[What is expected] Give the number of lines in the entries that contain "Genestetstraat". State only the count.

Saved entries:
***
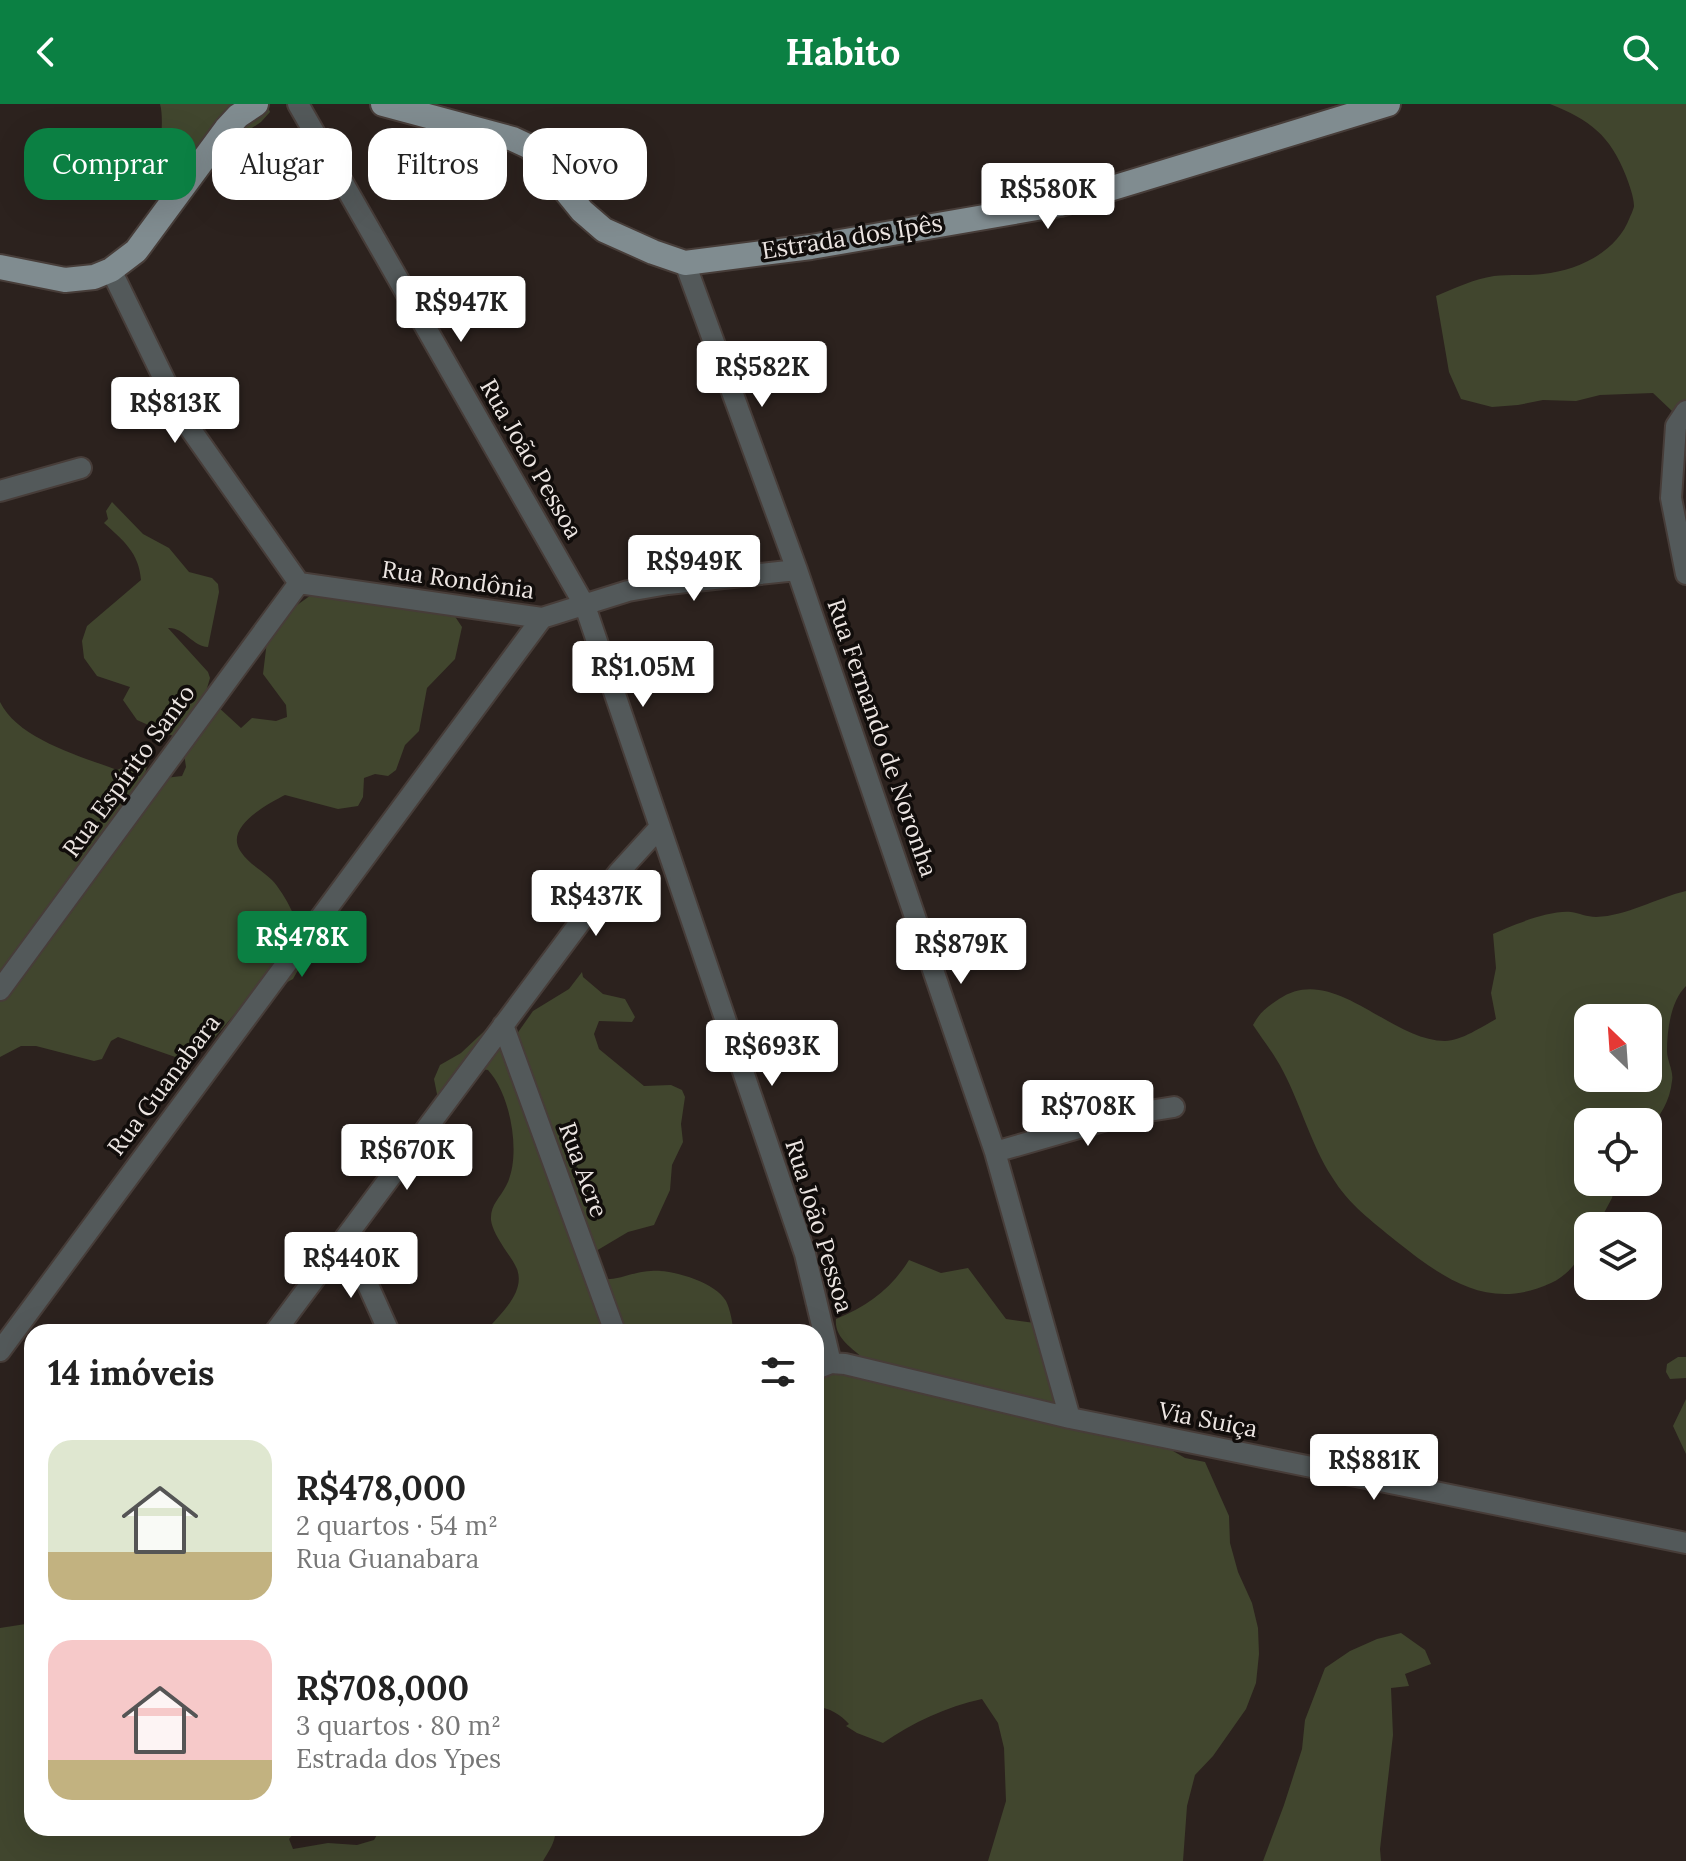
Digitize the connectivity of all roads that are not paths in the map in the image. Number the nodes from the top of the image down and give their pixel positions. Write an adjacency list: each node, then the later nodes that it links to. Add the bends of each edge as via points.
1 (256, 104): 8 (main road, via 226,129 136,251)
2 (298, 104): 15 (street, Rua João Pessoa)
3 (383, 104): 6 (main road, via 530,147 604,230)
4 (1388, 104): 5 (main road, Estrada dos Ipês)
5 (1357, 109): 6 (main road, Estrada dos Ipês, via 1034,210)
6 (685, 263): 12 (street, Rua Fernando de Noronha)
7 (0, 267): 8 (main road, via 65,280)
8 (111, 270): 14 (street, via 184,420)
9 (1686, 411): 13 (street, via 1676,426 1671,498)
10 (81, 468): 11 (street)
11 (0, 491)
12 (797, 570): 15 (street, Rua Rondônia, via 654,586); 21 (street, Rua Fernando de Noronha)
13 (1686, 574)
14 (299, 583): 16 (street, Rua Rondônia); 18 (street, Rua Espírito Santo)
15 (585, 606): 16 (street, Rua Rondônia); 17 (street, Rua João Pessoa)
16 (542, 618): 27 (street, Rua Guanabara)
17 (660, 827): 19 (street, via 619,872); 26 (street, Rua João Pessoa, via 805,1254)
18 (0, 990)
19 (503, 1025): 22 (street); 25 (street, Rua Acre)
20 (1174, 1107): 21 (street, via 1124,1115)
21 (995, 1152): 29 (street, Rua Fernando de Noronha)
22 (339, 1247): 23 (street); 24 (street, via 359,1265)
23 (281, 1324)
24 (385, 1324)
25 (612, 1324)
26 (817, 1324)
27 (0, 1351)
28 (824, 1366): 29 (street, Via Suiça)
29 (1070, 1418): 30 (street, Via Suiça)
30 (1686, 1543)

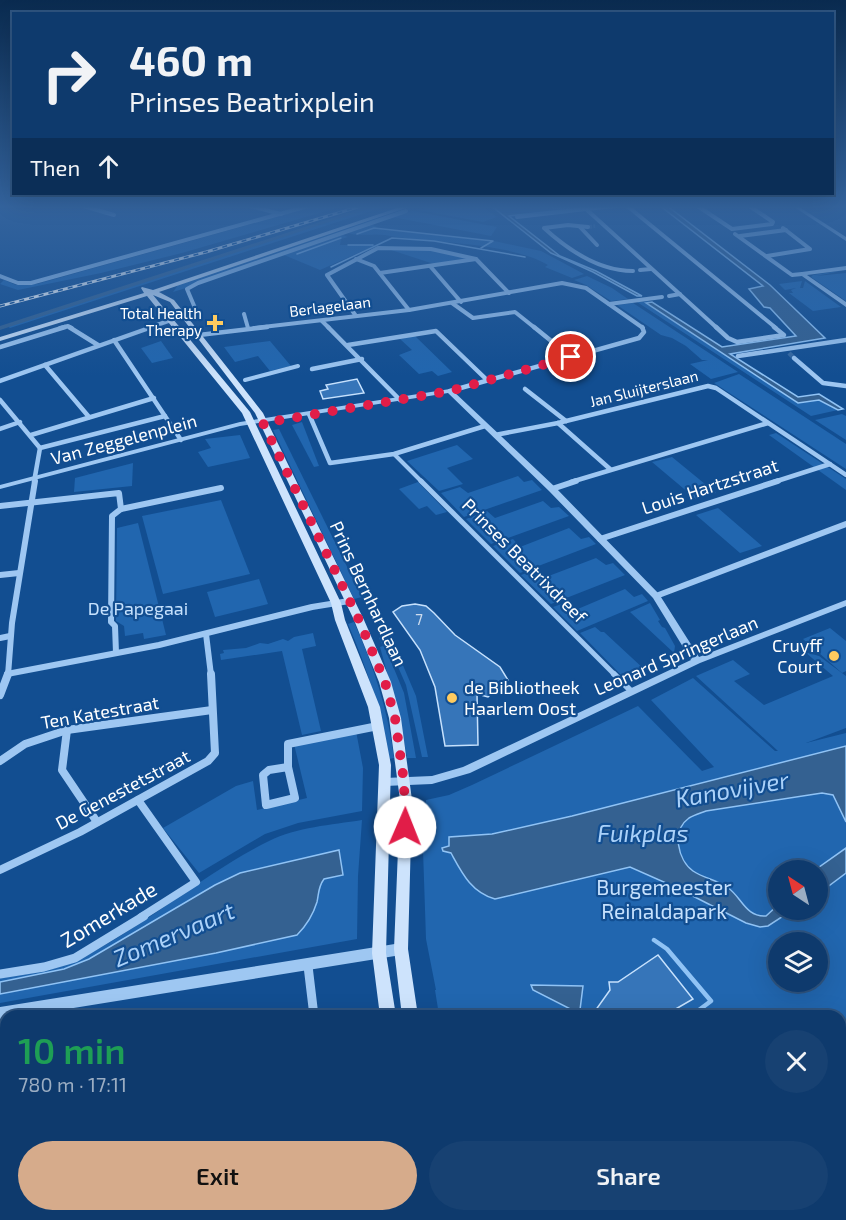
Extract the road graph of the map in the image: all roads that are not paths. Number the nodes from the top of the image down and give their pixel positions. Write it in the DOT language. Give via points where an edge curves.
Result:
graph roads {
  1 [pos="108,262"];
  2 [pos="232,262"];
  3 [pos="242,262"];
  4 [pos="259,262"];
  5 [pos="350,262"];
  6 [pos="364,262"];
  7 [pos="457,262"];
  8 [pos="479,262"];
  9 [pos="597,262"];
  10 [pos="643,262"];
  11 [pos="696,262"];
  12 [pos="775,262"];
  13 [pos="430,266"];
  14 [pos="846,268"];
  15 [pos="651,269"];
  16 [pos="640,270"];
  17 [pos="633,271"];
  18 [pos="380,273"];
  19 [pos="802,274"];
  20 [pos="0,276"];
  21 [pos="173,285"];
  22 [pos="148,291"];
  23 [pos="509,293"];
  24 [pos="680,294"];
  25 [pos="669,296"];
  26 [pos="662,297"];
  27 [pos="172,301"];
  28 [pos="461,302"];
  29 [pos="452,303"];
  30 [pos="608,304"];
  31 [pos="846,305"];
  32 [pos="409,310"];
  33 [pos="244,314"];
  34 [pos="183,315"];
  35 [pos="356,316"];
  36 [pos="171,319"];
  37 [pos="322,321"];
  38 [pos="248,329"];
  39 [pos="0,334"];
  40 [pos="200,335"];
  41 [pos="0,339"];
  42 [pos="114,340"];
  43 [pos="846,340"];
  44 [pos="98,345"];
  45 [pos="348,345"];
  46 [pos="0,347"];
  47 [pos="738,356"];
  48 [pos="571,357"];
  49 [pos="794,358"];
  50 [pos="362,359"];
  51 [pos="45,364"];
  52 [pos="298,366"];
  53 [pos="312,369"];
  54 [pos="245,380"];
  55 [pos="487,380"];
  56 [pos="712,380"];
  57 [pos="0,381"];
  58 [pos="708,386"];
  59 [pos="846,386"];
  60 [pos="525,389"];
  61 [pos="450,391"];
  62 [pos="154,398"];
  63 [pos="0,400"];
  64 [pos="400,400"];
  65 [pos="309,414"];
  66 [pos="165,416"];
  67 [pos="89,417"];
  68 [pos="291,417"];
  69 [pos="566,421"];
  70 [pos="20,422"];
  71 [pos="257,423"];
  72 [pos="558,423"];
  73 [pos="768,423"];
  74 [pos="485,426"];
  75 [pos="0,429"];
  76 [pos="31,435"];
  77 [pos="495,435"];
  78 [pos="181,440"];
  79 [pos="40,448"];
  80 [pos="394,454"];
  81 [pos="830,464"];
  82 [pos="610,469"];
  83 [pos="846,475"];
  84 [pos="35,478"];
  85 [pos="0,487"];
  86 [pos="221,488"];
  87 [pos="552,489"];
  88 [pos="31,503"];
  89 [pos="0,506"];
  90 [pos="122,509"];
  91 [pos="846,524"];
  92 [pos="600,539"];
  93 [pos="18,573"];
  94 [pos="0,575"];
  95 [pos="656,596"];
  96 [pos="343,602"];
  97 [pos="846,603"];
  98 [pos="206,634"];
  99 [pos="10,636"];
  100 [pos="0,638"];
  101 [pos="116,653"];
  102 [pos="697,661"];
  103 [pos="7,674"];
  104 [pos="631,691"];
  105 [pos="0,695"];
  106 [pos="212,710"];
  107 [pos="378,726"];
  108 [pos="67,730"];
  109 [pos="0,761"];
  110 [pos="288,767"];
  111 [pos="385,782"];
  112 [pos="404,782"];
  113 [pos="138,800"];
  114 [pos="97,822"];
  115 [pos="0,870"];
  116 [pos="400,949"];
  117 [pos="379,953"];
  118 [pos="308,966"];
  119 [pos="0,975"];
  120 [pos="20,1010"];
  121 [pos="313,1010"];
  122 [pos="387,1010"];
  123 [pos="409,1010"];
  1 -- 20 [label="street" via="31,283"];
  2 -- 22 [label="main road"];
  3 -- 21 [label="main road"];
  4 -- 34 [label="street" via="187,289 195,308"];
  5 -- 35 [label="street" via="327,274"];
  6 -- 18 [label="street"];
  7 -- 13 [label="street"];
  8 -- 23 [label="street"];
  9 -- 17 [label="street" via="622,273"];
  10 -- 15 [label="street"];
  11 -- 24 [label="street" via="784,335 737,342"];
  12 -- 19 [label="street" via="792,275"];
  13 -- 18 [label="street"];
  13 -- 28 [label="street"];
  14 -- 19 [label="street"];
  15 -- 16 [label="street"];
  15 -- 24 [label="street"];
  18 -- 32 [label="street"];
  19 -- 31 [label="street"];
  21 -- 22 [label="main road"];
  21 -- 27 [label="main road" via="169,289"];
  22 -- 27 [label="main road, Prins Bernhardlaan"];
  22 -- 36 [label="main road, Prins Bernhardlaan"];
  22 -- 39 [label="main road"];
  22 -- 41 [label="main road"];
  23 -- 28 [label="street, Berlagelaan"];
  23 -- 30 [label="street, Berlagelaan" via="570,283 586,288"];
  24 -- 25 [label="street"];
  26 -- 30 [label="street"];
  27 -- 34 [label="main road, Prins Bernhardlaan"];
  28 -- 29 [label="street, Berlagelaan"];
  29 -- 32 [label="street, Berlagelaan"];
  29 -- 48 [label="street" via="473,318 515,312"];
  30 -- 48 [label="street" via="642,327 643,336"];
  32 -- 35 [label="street, Berlagelaan"];
  33 -- 38 [label="street"];
  34 -- 36 [label="street"];
  34 -- 40 [label="main road, Prins Bernhardlaan"];
  35 -- 37 [label="street, Berlagelaan"];
  36 -- 42 [label="street"];
  36 -- 71 [label="main road, Prins Bernhardlaan"];
  37 -- 38 [label="street, Berlagelaan"];
  37 -- 45 [label="street"];
  38 -- 40 [label="street, Berlagelaan"];
  40 -- 71 [label="main road, Prins Bernhardlaan"];
  42 -- 44 [label="street"];
  42 -- 62 [label="street"];
  43 -- 47 [label="street"];
  44 -- 46 [label="street" via="70,326"];
  44 -- 51 [label="street"];
  45 -- 50 [label="street"];
  45 -- 55 [label="street" via="436,331"];
  48 -- 55 [label="street"];
  49 -- 59 [label="street" via="823,384 832,388"];
  50 -- 53 [label="street"];
  50 -- 64 [label="street"];
  51 -- 57 [label="street"];
  51 -- 67 [label="street"];
  52 -- 54 [label="street"];
  55 -- 61 [label="street"];
  56 -- 58 [label="street"];
  58 -- 69 [label="street, Jan Sluijterslaan"];
  58 -- 73 [label="street, Jan Sluijterslaan"];
  60 -- 69 [label="street"];
  61 -- 64 [label="street"];
  61 -- 74 [label="street"];
  62 -- 66 [label="street"];
  62 -- 67 [label="street"];
  63 -- 70 [label="street"];
  64 -- 65 [label="street"];
  65 -- 68 [label="street"];
  65 -- 80 [label="street" via="330,463"];
  66 -- 78 [label="street"];
  66 -- 79 [label="street"];
  67 -- 76 [label="street"];
  68 -- 71 [label="street"];
  68 -- 71 [label="street"];
  69 -- 72 [label="street, Jan Sluijterslaan"];
  70 -- 75 [label="street"];
  70 -- 76 [label="street"];
  71 -- 78 [label="street, Van Zeggelenplein"];
  71 -- 96 [label="main road, Prins Bernhardlaan"];
  72 -- 77 [label="street, Jan Sluijterslaan"];
  72 -- 82 [label="street"];
  73 -- 81 [label="street, Jan Sluijterslaan"];
  73 -- 82 [label="street"];
  74 -- 77 [label="street"];
  74 -- 80 [label="street"];
  76 -- 79 [label="street"];
  77 -- 87 [label="street"];
  78 -- 84 [label="street, Van Zeggelenplein"];
  79 -- 84 [label="street"];
  80 -- 104 [label="street, Prinses Beatrixdreef"];
  81 -- 83 [label="street, Jan Sluijterslaan"];
  81 -- 92 [label="street, Louis Hartzstraat"];
  82 -- 87 [label="street"];
  84 -- 85 [label="street, Van Zeggelenplein"];
  84 -- 88 [label="street, Van Zeggelenplein"];
  86 -- 90 [label="street"];
  87 -- 92 [label="street"];
  88 -- 89 [label="street"];
  88 -- 90 [label="street" via="119,493"];
  88 -- 93 [label="street, Van Zeggelenplein"];
  90 -- 101 [label="street" via="112,516 111,622 115,626"];
  91 -- 95 [label="street"];
  92 -- 95 [label="street"];
  93 -- 94 [label="street"];
  93 -- 99 [label="street, Van Zeggelenplein"];
  95 -- 102 [label="street"];
  96 -- 98 [label="street"];
  96 -- 107 [label="main road, Prins Bernhardlaan" via="340,620 364,677"];
  96 -- 112 [label="main road, Prins Bernhardlaan" via="385,682 395,718"];
  97 -- 102 [label="street, Leonard Springerlaan"];
  98 -- 101 [label="street"];
  98 -- 106 [label="street, De Genestetstraat"];
  99 -- 100 [label="street"];
  99 -- 103 [label="street, Van Zeggelenplein"];
  101 -- 103 [label="street"];
  102 -- 104 [label="street, Leonard Springerlaan"];
  103 -- 105 [label="street, Van Zeggelenplein" via="6,687"];
  104 -- 112 [label="street, Leonard Springerlaan" via="466,770 432,780"];
  106 -- 108 [label="street, Ten Katestraat"];
  106 -- 113 [label="street, De Genestetstraat" via="215,753 208,761"];
  107 -- 110 [label="street" via="288,744"];
  107 -- 111 [label="main road, Prins Bernhardlaan"];
  108 -- 109 [label="street, Ten Katestraat" via="25,744"];
  108 -- 114 [label="street" via="62,770"];
  110 -- 110 [label="street" via="269,770 263,776 266,805 295,798"];
  111 -- 112 [label="street, Leonard Springerlaan"];
  111 -- 117 [label="main road, Prins Bernhardlaan"];
  112 -- 116 [label="main road, Prins Bernhardlaan"];
  113 -- 114 [label="street, De Genestetstraat"];
  113 -- 119 [label="street, Zomerkade" via="196,882 86,953 48,968"];
  114 -- 115 [label="street, De Genestetstraat"];
  116 -- 117 [label="street"];
  116 -- 123 [label="main road, Prins Bernhardlaan"];
  117 -- 118 [label="street"];
  117 -- 122 [label="main road, Prins Bernhardlaan"];
  118 -- 120 [label="street"];
  118 -- 121 [label="street"];
}
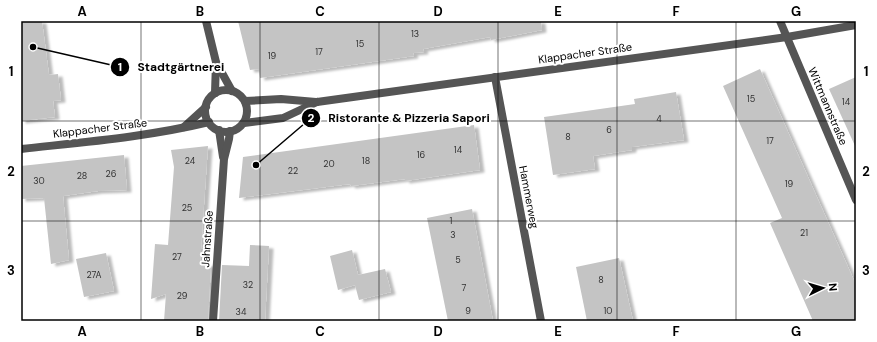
***
[Solved exercise] 4